Everything from the line holding "Build a routing" through the last line below is needed; please reproduce those lines exactly, adding nothing.

TASK INPUT:
□ □ □

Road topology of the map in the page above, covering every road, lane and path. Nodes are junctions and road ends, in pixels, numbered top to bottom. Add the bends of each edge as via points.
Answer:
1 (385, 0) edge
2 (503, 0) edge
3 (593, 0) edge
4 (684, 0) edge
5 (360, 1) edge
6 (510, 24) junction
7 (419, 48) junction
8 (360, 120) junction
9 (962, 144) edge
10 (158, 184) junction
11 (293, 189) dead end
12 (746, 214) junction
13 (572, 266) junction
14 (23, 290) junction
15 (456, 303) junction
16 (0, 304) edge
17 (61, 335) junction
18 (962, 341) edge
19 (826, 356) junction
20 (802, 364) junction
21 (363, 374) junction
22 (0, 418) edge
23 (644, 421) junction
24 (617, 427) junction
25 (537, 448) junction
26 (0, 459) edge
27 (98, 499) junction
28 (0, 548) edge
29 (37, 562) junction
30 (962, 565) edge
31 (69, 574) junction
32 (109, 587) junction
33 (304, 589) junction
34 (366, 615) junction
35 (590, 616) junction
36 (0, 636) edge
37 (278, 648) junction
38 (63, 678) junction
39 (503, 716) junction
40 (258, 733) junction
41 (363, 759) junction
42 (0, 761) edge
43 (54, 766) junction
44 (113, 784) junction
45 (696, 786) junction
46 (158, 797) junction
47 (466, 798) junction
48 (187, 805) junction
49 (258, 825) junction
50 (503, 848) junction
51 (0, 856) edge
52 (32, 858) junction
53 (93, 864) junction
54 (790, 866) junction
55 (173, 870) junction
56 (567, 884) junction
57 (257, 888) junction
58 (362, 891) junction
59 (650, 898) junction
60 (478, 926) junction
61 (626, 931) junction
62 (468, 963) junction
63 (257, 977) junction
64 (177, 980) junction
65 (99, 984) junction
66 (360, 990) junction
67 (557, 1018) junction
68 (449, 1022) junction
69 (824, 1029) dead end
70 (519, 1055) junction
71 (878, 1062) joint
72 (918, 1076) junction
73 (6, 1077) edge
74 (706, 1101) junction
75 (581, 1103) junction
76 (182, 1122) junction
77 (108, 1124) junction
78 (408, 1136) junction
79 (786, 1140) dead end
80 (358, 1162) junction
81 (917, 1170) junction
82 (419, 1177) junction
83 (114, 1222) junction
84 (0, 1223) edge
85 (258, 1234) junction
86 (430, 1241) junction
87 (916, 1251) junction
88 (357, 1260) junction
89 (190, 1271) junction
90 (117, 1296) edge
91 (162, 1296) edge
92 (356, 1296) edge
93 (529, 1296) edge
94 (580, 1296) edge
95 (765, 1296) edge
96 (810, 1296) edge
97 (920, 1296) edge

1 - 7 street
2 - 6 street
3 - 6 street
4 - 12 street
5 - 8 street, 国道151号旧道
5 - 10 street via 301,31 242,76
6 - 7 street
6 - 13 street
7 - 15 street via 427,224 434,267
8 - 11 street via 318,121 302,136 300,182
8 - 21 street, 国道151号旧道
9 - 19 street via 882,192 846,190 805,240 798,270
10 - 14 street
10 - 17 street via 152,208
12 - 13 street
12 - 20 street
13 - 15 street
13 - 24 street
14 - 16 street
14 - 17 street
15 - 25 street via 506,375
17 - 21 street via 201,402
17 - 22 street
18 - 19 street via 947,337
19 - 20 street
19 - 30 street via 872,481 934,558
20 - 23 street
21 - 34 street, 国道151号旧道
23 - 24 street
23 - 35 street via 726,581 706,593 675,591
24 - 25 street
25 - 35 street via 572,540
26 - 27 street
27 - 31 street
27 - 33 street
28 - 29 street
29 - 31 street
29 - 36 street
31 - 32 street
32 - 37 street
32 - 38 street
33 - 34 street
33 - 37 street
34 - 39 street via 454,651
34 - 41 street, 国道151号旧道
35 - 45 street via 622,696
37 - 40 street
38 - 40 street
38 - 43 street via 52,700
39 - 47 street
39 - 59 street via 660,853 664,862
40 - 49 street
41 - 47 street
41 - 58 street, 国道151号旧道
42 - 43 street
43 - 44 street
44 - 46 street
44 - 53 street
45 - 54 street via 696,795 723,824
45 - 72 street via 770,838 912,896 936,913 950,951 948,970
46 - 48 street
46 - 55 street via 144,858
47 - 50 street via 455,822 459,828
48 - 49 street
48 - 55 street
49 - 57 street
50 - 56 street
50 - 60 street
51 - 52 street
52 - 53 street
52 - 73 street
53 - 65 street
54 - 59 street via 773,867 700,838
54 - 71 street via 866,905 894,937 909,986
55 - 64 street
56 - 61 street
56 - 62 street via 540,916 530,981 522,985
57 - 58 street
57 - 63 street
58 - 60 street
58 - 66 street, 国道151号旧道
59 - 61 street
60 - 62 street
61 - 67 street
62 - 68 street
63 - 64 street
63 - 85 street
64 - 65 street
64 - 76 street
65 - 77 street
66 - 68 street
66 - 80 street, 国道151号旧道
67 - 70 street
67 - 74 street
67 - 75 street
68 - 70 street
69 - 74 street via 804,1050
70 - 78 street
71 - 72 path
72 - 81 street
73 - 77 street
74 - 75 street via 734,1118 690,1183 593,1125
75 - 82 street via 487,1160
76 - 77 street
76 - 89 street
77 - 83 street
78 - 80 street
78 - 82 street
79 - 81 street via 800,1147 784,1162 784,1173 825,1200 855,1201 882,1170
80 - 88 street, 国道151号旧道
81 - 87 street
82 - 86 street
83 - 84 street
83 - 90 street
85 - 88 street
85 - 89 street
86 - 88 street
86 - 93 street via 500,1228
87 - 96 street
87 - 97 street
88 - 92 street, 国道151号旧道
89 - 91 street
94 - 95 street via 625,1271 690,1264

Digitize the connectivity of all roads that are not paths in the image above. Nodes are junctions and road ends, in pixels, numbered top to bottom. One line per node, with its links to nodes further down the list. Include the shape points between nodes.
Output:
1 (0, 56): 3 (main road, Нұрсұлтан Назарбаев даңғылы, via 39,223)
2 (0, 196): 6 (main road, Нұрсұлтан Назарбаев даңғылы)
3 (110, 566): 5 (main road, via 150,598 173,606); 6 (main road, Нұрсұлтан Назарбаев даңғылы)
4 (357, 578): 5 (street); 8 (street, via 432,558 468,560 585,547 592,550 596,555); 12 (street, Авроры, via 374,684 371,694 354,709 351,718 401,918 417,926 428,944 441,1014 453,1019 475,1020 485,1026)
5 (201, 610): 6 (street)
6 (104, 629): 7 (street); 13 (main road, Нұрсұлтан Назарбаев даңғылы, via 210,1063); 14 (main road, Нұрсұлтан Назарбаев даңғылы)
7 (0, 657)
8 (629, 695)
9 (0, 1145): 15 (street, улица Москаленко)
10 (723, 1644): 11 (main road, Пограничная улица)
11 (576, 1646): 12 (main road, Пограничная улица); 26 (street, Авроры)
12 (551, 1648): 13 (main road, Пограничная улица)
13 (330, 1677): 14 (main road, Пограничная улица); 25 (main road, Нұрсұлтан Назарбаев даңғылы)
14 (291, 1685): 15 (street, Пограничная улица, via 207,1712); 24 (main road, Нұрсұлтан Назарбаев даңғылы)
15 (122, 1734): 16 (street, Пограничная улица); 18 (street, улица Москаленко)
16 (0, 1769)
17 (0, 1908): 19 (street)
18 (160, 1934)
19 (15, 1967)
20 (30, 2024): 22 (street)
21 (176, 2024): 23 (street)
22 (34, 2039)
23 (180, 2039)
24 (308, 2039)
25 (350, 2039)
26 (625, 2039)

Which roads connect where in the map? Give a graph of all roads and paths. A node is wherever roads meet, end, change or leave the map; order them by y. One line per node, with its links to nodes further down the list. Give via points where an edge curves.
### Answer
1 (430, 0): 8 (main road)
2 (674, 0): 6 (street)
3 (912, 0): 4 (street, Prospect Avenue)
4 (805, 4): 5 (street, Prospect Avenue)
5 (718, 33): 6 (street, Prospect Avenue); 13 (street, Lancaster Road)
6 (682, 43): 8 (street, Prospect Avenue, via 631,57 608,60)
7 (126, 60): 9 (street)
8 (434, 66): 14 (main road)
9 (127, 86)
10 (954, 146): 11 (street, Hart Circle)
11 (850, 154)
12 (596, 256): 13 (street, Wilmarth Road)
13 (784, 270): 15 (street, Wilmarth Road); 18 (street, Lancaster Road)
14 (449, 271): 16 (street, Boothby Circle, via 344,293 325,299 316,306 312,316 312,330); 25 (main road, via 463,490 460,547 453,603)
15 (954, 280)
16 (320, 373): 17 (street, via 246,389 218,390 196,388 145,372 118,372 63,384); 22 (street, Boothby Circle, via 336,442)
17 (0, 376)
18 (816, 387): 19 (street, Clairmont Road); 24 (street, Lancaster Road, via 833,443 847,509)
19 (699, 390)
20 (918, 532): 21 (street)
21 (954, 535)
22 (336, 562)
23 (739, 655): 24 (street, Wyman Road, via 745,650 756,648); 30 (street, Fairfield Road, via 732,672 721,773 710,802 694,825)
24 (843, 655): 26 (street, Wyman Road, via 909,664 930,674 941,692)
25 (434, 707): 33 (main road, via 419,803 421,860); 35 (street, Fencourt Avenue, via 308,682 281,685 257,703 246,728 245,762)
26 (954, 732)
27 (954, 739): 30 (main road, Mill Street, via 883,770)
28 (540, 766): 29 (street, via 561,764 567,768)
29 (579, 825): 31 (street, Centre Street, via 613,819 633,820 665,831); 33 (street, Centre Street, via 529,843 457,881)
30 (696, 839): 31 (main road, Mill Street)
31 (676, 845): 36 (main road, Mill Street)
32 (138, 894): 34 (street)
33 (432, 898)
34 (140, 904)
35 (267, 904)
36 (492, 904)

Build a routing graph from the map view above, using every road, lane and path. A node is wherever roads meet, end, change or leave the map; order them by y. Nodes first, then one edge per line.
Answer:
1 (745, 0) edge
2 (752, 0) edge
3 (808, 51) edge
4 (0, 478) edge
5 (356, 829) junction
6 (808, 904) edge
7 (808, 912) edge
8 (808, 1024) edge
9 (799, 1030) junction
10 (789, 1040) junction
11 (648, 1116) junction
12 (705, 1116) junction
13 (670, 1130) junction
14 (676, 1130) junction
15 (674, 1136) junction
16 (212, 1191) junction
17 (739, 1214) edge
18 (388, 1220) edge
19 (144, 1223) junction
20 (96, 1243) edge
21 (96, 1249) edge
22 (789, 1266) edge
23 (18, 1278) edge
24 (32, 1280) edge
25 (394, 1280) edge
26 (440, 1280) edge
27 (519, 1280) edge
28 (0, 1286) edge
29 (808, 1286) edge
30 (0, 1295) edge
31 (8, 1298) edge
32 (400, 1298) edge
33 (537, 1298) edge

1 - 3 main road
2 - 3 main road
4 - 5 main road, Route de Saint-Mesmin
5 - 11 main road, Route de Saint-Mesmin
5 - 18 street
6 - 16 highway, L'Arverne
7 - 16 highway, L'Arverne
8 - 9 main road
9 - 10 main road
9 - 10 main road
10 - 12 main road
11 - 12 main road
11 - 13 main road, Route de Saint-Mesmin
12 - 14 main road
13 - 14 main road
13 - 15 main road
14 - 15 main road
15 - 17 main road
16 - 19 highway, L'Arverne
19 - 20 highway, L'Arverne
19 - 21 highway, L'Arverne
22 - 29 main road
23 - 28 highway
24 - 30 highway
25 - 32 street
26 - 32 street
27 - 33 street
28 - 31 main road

□ □ □

REPLY TO THE TASK:
Build a routing graph from the map view above, using every road, lane and path. A node is wherever roads meet, end, change or leave the map; order them by y. Nodes first, then one edge per line.
Answer:
1 (745, 0) edge
2 (752, 0) edge
3 (808, 51) edge
4 (0, 478) edge
5 (356, 829) junction
6 (808, 904) edge
7 (808, 912) edge
8 (808, 1024) edge
9 (799, 1030) junction
10 (789, 1040) junction
11 (648, 1116) junction
12 (705, 1116) junction
13 (670, 1130) junction
14 (676, 1130) junction
15 (674, 1136) junction
16 (212, 1191) junction
17 (739, 1214) edge
18 (388, 1220) edge
19 (144, 1223) junction
20 (96, 1243) edge
21 (96, 1249) edge
22 (789, 1266) edge
23 (18, 1278) edge
24 (32, 1280) edge
25 (394, 1280) edge
26 (440, 1280) edge
27 (519, 1280) edge
28 (0, 1286) edge
29 (808, 1286) edge
30 (0, 1295) edge
31 (8, 1298) edge
32 (400, 1298) edge
33 (537, 1298) edge

1 - 3 main road
2 - 3 main road
4 - 5 main road, Route de Saint-Mesmin
5 - 11 main road, Route de Saint-Mesmin
5 - 18 street
6 - 16 highway, L'Arverne
7 - 16 highway, L'Arverne
8 - 9 main road
9 - 10 main road
9 - 10 main road
10 - 12 main road
11 - 12 main road
11 - 13 main road, Route de Saint-Mesmin
12 - 14 main road
13 - 14 main road
13 - 15 main road
14 - 15 main road
15 - 17 main road
16 - 19 highway, L'Arverne
19 - 20 highway, L'Arverne
19 - 21 highway, L'Arverne
22 - 29 main road
23 - 28 highway
24 - 30 highway
25 - 32 street
26 - 32 street
27 - 33 street
28 - 31 main road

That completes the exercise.